Yes, but one is left wondering why there hasn't been such innovation
and push to lower costs.

It seems to me that this is a 'chicken and egg' sort of problem.
Payloads are expensive because launchers are expensive and if you're
going to spend that kind of money to get your payload up, that payload
better be engineered to death to maximize life span and such.
Launchers stay expensive because nobody wants to put their expensive
payload up on a cheap rocket for fear that the rocket will fail. So
the rockets don't get changed much, either.

::Indeed, you can make a half-plausible argument that this is already true:
::that even at today's launch prices, it makes sense to accept mass growth
::to save engineering man-years.
:
:But not much.

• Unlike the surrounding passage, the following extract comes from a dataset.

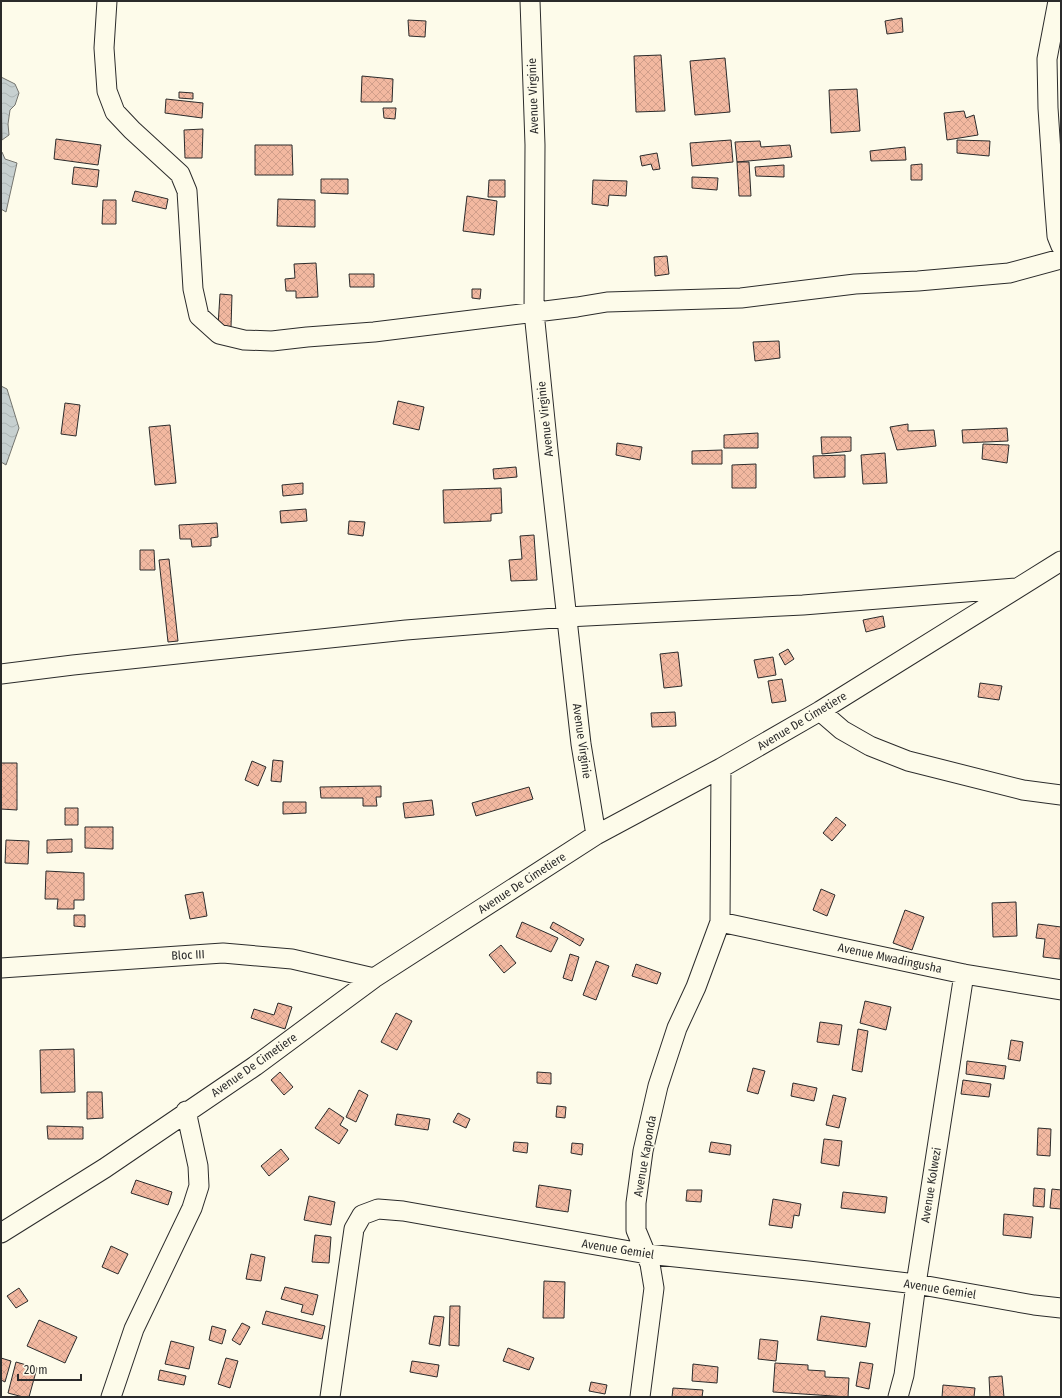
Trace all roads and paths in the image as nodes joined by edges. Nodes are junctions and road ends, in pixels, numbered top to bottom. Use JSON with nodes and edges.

When the vehicles still cost you hundreds of millions
:of dollars, it simply doesn't make much sense to put 'cheap' payloads
:on them.
:
:When the payloads cost billions or even tens of billions to develop, it
:can and does make sense to buy more hundred-million launches to reduce
:development costs (even disregarding the possibility of launch-cost
:reductions via bulk discounts). Except in a few vaguely-mature areas
:like comsats, the payloads cost *much* more than the launches now.

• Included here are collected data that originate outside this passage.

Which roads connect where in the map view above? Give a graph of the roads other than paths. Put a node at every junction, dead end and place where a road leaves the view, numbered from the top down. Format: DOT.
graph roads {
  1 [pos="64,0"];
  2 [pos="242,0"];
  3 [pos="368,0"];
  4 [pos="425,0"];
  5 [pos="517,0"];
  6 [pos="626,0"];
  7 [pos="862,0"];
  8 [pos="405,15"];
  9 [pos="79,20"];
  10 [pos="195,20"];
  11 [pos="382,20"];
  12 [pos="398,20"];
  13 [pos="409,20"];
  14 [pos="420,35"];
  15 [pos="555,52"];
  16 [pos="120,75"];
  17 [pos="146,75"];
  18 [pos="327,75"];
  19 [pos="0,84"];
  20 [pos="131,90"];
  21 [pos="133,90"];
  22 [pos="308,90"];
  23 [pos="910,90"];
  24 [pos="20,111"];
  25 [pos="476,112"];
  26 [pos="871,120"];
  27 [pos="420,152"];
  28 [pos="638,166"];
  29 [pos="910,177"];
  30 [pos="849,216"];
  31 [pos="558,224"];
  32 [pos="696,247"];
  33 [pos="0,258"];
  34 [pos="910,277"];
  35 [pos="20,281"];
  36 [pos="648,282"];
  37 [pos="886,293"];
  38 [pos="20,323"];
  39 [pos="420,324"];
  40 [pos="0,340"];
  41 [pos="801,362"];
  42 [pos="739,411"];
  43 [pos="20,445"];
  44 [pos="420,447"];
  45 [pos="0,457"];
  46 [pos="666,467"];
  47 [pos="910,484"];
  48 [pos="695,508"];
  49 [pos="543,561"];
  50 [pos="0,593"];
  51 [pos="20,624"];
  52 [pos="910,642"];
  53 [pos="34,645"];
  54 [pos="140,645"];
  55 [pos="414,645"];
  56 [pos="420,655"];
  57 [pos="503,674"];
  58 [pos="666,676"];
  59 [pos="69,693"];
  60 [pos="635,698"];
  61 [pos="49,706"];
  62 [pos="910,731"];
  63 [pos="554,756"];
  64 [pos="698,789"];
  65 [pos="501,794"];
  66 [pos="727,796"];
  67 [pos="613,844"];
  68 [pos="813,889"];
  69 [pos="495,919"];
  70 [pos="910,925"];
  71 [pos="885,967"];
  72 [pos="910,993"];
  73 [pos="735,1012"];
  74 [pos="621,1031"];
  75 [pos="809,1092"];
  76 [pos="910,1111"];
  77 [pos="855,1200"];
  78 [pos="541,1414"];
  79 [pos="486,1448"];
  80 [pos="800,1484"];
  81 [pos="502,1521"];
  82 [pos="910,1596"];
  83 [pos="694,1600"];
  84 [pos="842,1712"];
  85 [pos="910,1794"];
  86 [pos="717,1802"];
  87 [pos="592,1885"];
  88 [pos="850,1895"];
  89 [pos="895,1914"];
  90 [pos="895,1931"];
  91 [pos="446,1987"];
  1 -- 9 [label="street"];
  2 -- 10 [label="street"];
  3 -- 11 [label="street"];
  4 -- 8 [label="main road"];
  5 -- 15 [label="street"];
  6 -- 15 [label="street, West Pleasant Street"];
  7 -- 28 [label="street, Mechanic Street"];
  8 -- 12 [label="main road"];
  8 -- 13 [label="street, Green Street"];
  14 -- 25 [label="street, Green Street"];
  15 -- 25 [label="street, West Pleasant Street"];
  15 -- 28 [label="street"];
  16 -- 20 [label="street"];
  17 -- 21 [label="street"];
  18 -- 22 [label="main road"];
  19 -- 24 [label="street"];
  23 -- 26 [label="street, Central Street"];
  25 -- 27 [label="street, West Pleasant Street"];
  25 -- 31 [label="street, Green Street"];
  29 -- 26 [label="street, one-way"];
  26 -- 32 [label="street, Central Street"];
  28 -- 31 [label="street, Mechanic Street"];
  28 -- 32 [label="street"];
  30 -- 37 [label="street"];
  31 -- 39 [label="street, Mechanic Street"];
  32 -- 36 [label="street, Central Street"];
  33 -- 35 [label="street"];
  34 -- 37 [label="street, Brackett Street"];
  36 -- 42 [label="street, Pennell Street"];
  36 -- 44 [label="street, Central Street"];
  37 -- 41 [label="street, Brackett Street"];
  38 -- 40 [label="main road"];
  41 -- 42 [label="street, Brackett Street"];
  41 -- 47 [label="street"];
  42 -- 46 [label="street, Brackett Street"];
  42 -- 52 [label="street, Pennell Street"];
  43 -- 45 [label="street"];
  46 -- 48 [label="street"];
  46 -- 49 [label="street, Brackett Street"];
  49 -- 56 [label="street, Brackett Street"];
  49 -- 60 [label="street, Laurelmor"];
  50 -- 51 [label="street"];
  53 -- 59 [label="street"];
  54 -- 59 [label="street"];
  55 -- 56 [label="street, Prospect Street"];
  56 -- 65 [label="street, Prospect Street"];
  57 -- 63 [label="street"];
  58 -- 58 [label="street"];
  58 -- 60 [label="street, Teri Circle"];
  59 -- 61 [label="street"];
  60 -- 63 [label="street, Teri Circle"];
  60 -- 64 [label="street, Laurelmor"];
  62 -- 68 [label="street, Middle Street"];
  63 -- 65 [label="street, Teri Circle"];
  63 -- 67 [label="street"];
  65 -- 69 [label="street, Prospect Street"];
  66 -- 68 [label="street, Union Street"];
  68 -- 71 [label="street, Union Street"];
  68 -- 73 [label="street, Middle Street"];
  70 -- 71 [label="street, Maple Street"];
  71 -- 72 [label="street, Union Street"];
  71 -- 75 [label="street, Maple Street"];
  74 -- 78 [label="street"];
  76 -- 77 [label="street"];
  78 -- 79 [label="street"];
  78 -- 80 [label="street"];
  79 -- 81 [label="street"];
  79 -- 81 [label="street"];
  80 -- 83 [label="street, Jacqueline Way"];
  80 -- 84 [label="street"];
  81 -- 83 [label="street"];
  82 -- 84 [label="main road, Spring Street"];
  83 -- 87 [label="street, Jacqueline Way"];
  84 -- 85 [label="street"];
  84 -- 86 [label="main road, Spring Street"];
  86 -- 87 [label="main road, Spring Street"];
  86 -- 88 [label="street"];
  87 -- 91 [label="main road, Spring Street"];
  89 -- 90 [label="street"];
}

In other words, when taxpayer pockets are available price of the
payload is no object? This philosophy is what has hurt planetary
science so badly, just by the way. The era of the 'giant probes'
meant that there couldn't be very many of them in the pipeline because
the budget for billion dollar probe programs just wasn't large enough
to sustain that.

:...However, we have to face the fact that the overwhelming
:majority of taxpayers simply don't care about space and consider it a
:waste of money.
:
:The overwhelming majority of taxpayers like space exploration (hint: ISS
:is not doing exploration) and think modest funding for it is a good idea.
:What they don't support is the sort of funding that would be needed to do
:manned exploration the JSC way.

The overwhelming majority of taxpayers like space exploration. What
they don't like is PAYING for space exploration at the expense of
something else. When it comes to ranking the budget, where does space
exploration fall in the list?

:The logical conclusion from that is that we can't do it the JSC way, not
:that we can't do it at all.

Unless you propose funding it privately, I'm not sure what you're
saying here.

:Karpoff's study of the various 19th-century arctic expeditions is
::notable: the single strongest predictor of success was private funding,
::mostly because it meant unified, consistent leadership throughout.)
:
:But to attract a lot of private funding there needs to be some
:significant economic advantage over current providers.
:
:Very few of the arctic expeditions promised any sort of economic return
:at all. Private funding doesn't have to mean profit-making ventures
although it does help -- profitable projects can easily get up into
:the billions, while non-profit private funding tends to top out in the
:low hundreds of millions, last I heard).

And that sort of private funding simply isn't available for
'speculative' things like space exploration.

--
"The reasonable man adapts himself to the world; the unreasonable
man persists in trying to adapt the world to himself. Therefore,
all progress depends on the unreasonable man."